Contracted Condition of Glaciers. The glaciers of this fiord are very small and long ago receded far into the mountains, from which they have not projected far enough to be tidal since before 1778. A great many mountains about the eastern end of Port Fidalgo are snow-capped throughout the summer, and there are probably many moderate-sized glaciers, besides the few small ones visible from the entrance to the fiord. The only ones thus far shown upon a map are the glacier on Mt. Denson and a little ice tongue terminating half a mile or so northeast of the head of Port Fidalgo. Doubtless the unexplored mountain valleys contain fair-sized glaciers, fed by the extensive snowfields of this portion of the Chugach Mountains.

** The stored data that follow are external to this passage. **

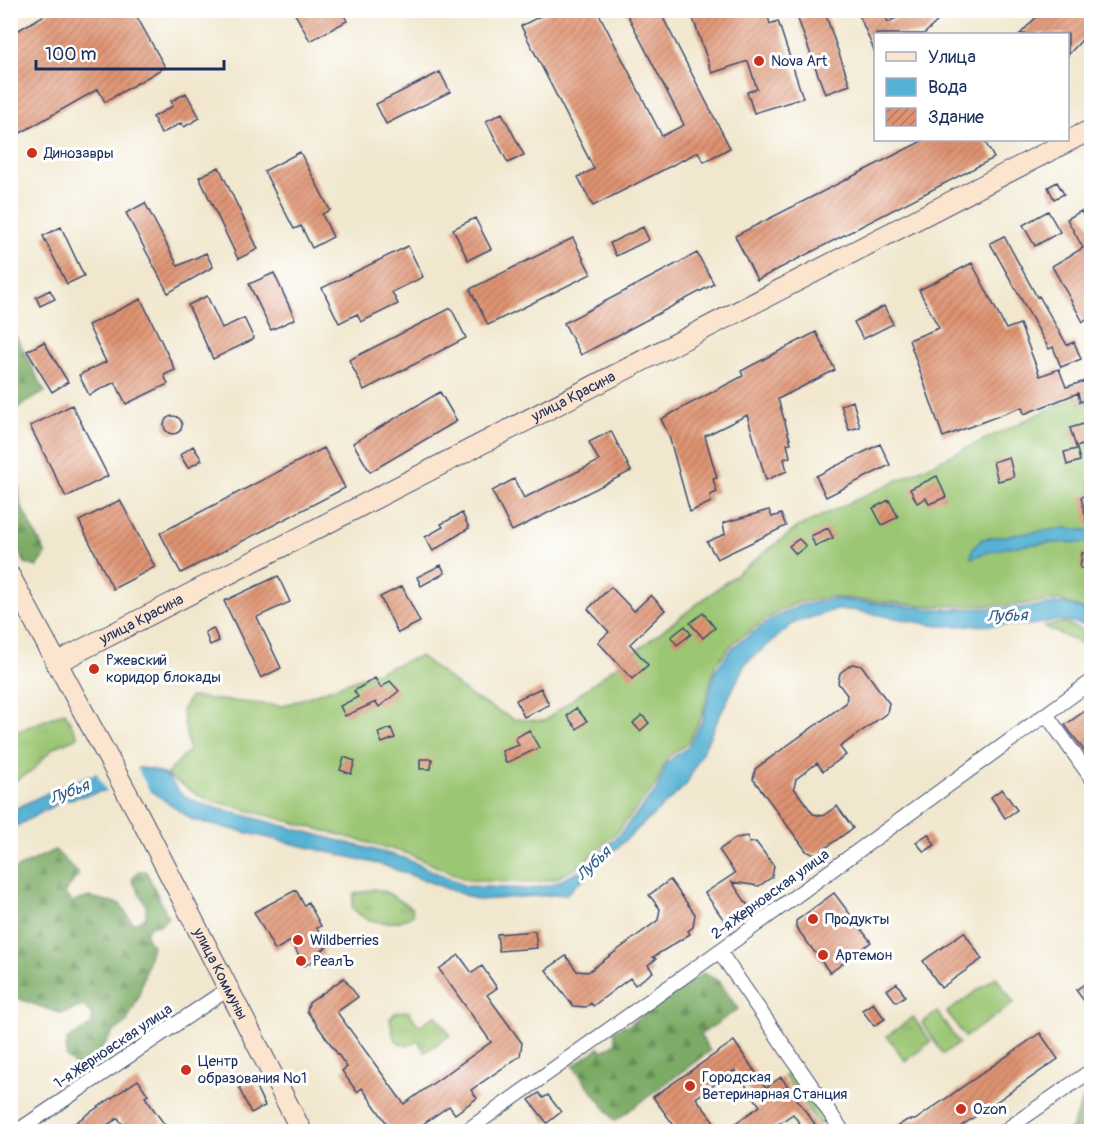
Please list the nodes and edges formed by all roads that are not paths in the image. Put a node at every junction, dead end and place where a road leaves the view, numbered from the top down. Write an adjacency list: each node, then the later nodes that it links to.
1 (1092, 129): 2 (main road, улица Красина)
2 (1069, 141)
3 (1069, 141): 5 (main road, улица Красина)
4 (10, 576): 5 (main road)
5 (56, 663): 10 (main road, улица Коммуны)
6 (1092, 681): 7 (street, 2-я Жерновская улица)
7 (1046, 714): 8 (street); 9 (street, 2-я Жерновская улица)
8 (1092, 779)
9 (719, 951): 14 (street, 2-я Жерновская улица); 15 (street)
10 (228, 989): 12 (street, 1-я Жерновская улица); 13 (main road, улица Коммуны)
11 (1092, 1070): 16 (street)
12 (16, 1131)
13 (302, 1131)
14 (465, 1131)
15 (843, 1131)
16 (1003, 1131)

This fiord was visited by Cook in 1778, Meares in 1786, Dixon in 1787, Fidalgo in 1790, and Johnstone in 1794, but none of these explorers mention floating ice, from which we infer that there was no tidal glacier within it in the latter part of the eighteenth century. Their descriptions of the snow-capped mountains suggest conditions not unlike those at present.